Available data

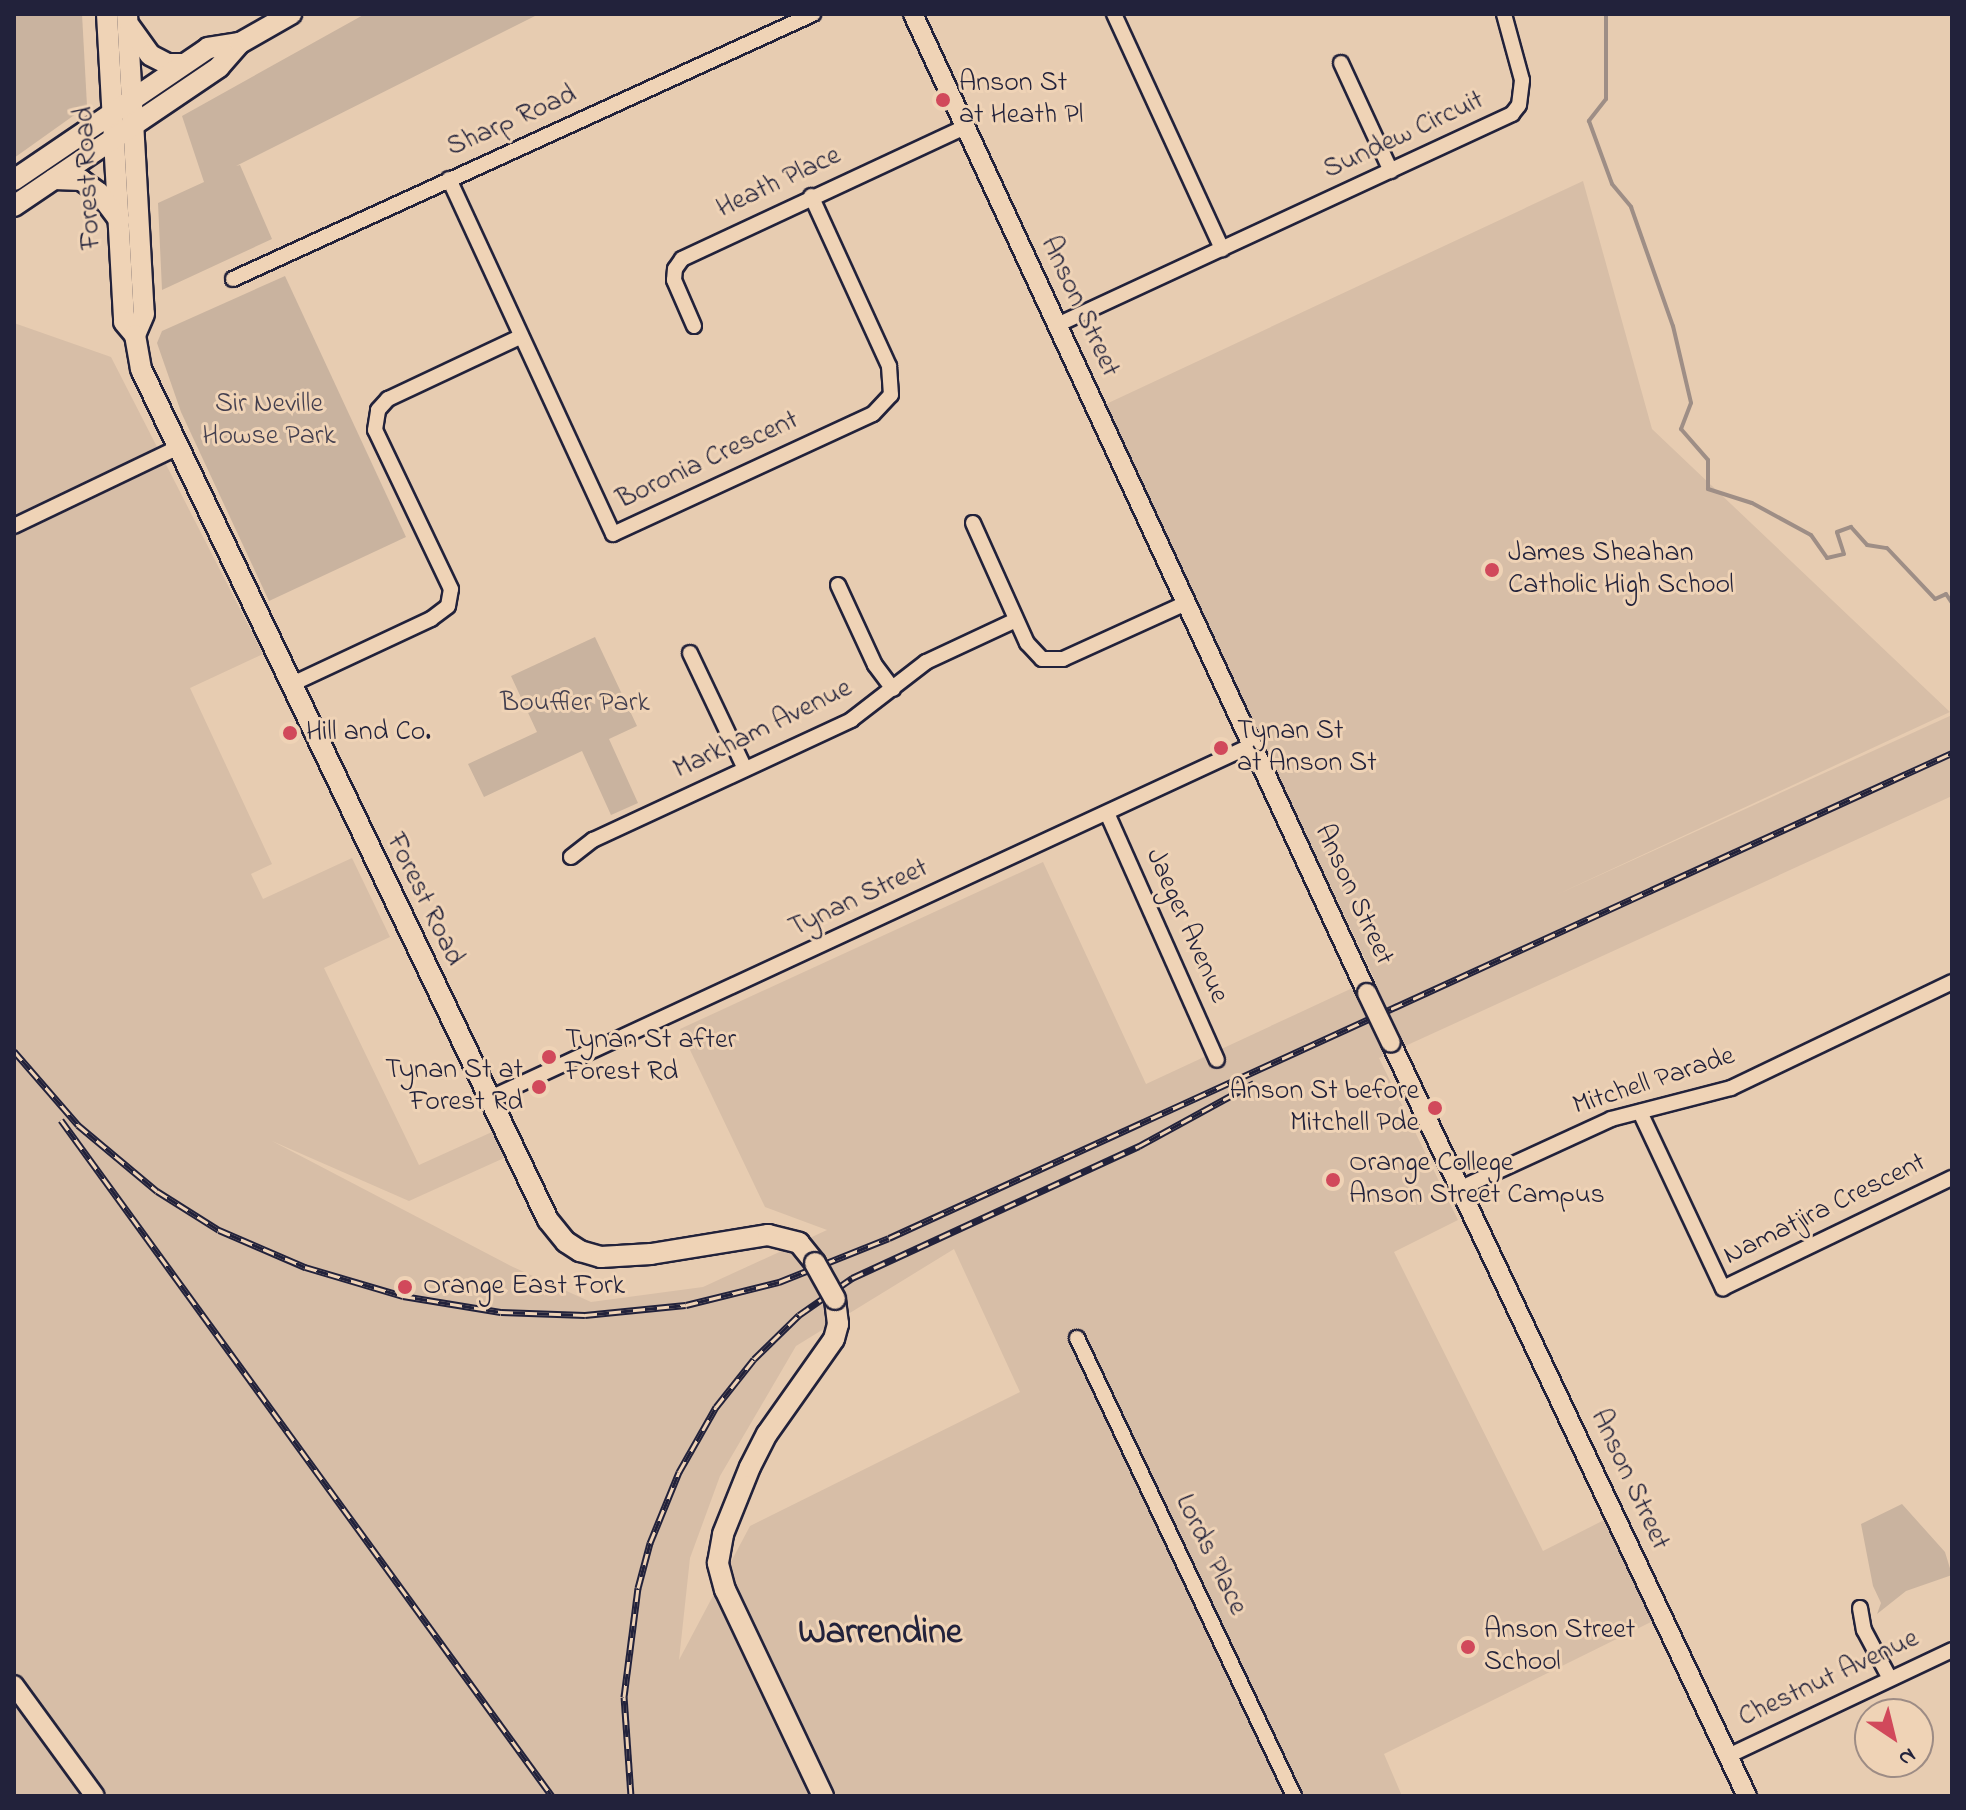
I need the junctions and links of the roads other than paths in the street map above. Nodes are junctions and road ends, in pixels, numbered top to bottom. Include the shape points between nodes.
1 (291, 14) edge
2 (813, 14) edge
3 (913, 14) edge
4 (1114, 14) edge
5 (1504, 14) edge
6 (121, 16) edge
7 (240, 43) junction
8 (1341, 63) dead end
9 (184, 64) junction
10 (133, 99) junction
11 (112, 113) junction
12 (134, 125) junction
13 (965, 127) junction
14 (114, 139) junction
15 (1391, 171) junction
16 (54, 179) junction
17 (449, 179) junction
18 (14, 180) edge
19 (811, 196) junction
20 (14, 206) edge
21 (119, 220) junction
22 (1222, 249) junction
23 (233, 279) dead end
24 (1057, 325) junction
25 (694, 326) dead end
26 (135, 335) junction
27 (520, 337) junction
28 (177, 448) junction
29 (973, 523) dead end
30 (14, 526) edge
31 (838, 585) dead end
32 (1186, 603) junction
33 (1016, 620) junction
34 (690, 653) dead end
35 (290, 685) junction
36 (893, 689) junction
37 (1252, 745) junction
38 (745, 769) junction
39 (1107, 813) junction
40 (571, 857) dead end
41 (1952, 982) edge
42 (1217, 1060) dead end
43 (488, 1099) junction
44 (1640, 1112) junction
45 (1952, 1178) edge
46 (1459, 1189) junction
47 (1077, 1338) dead end
48 (1860, 1608) dead end
49 (1952, 1650) edge
50 (1890, 1679) junction
51 (14, 1685) edge
52 (1728, 1756) junction
53 (95, 1796) edge
54 (823, 1796) edge
55 (1294, 1796) edge
56 (1747, 1796) edge

1 - 7 main road
2 - 17 street, Sharp Road
3 - 13 street, Anson Street
4 - 22 street
5 - 15 street, Sundew Circuit via 1522,80 1519,105 1502,120
6 - 9 main road via 150,55 168,64
6 - 10 main road, Forest Road
6 - 11 main road, Forest Road
7 - 9 main road via 208,48
7 - 12 main road via 219,67
8 - 15 street
9 - 10 main road
10 - 11 main road
10 - 12 main road, Forest Road
11 - 14 main road, Forest Road
11 - 18 main road
12 - 14 main road
12 - 26 main road, Forest Road via 144,314
13 - 19 street, Heath Place
13 - 24 street, Anson Street
14 - 16 main road
14 - 21 main road, Forest Road
15 - 22 street, Sundew Circuit
16 - 20 main road
16 - 21 main road via 81,180 99,193
17 - 23 street, Sharp Road
17 - 27 street, Boronia Crescent
19 - 25 street, Heath Place via 682,259 674,280
19 - 27 street, Boronia Crescent via 889,366 891,395 873,414 613,534
21 - 26 main road, Forest Road via 124,322
22 - 24 street, Sundew Circuit
24 - 32 street, Anson Street
26 - 28 main road, Forest Road via 141,369
27 - 35 street via 388,399 378,410 375,430 451,589 448,606 431,619
28 - 30 street
28 - 35 main road, Forest Road
29 - 33 street
31 - 36 street via 875,665
32 - 33 street via 1052,661 1033,652
32 - 37 street, Anson Street
33 - 36 street, Markham Avenue via 936,656
34 - 38 street
35 - 43 main road, Forest Road
36 - 38 street, Markham Avenue via 851,720
37 - 39 street, Tynan Street
37 - 46 street, Anson Street, bridge
38 - 40 street, Markham Avenue via 593,840
39 - 42 street, Jaeger Avenue
39 - 43 street, Tynan Street
41 - 44 street, Mitchell Parade via 1731,1088
43 - 54 main road, Forest Road, bridge via 548,1220 580,1251 619,1258 768,1235 799,1243 835,1299 834,1339 767,1434 723,1534 718,1563 725,1590
44 - 45 street, Namatjira Crescent via 1723,1288
44 - 46 street, Mitchell Parade via 1611,1119
46 - 52 street, Anson Street
47 - 55 street, Lords Place
48 - 50 street via 1864,1630
49 - 50 street, Chestnut Avenue
50 - 52 street, Chestnut Avenue
51 - 53 street
52 - 56 street, Anson Street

To do
Number of lines holding the word "Avenue" in the material: give this value and nothing more.

Solution for this task
6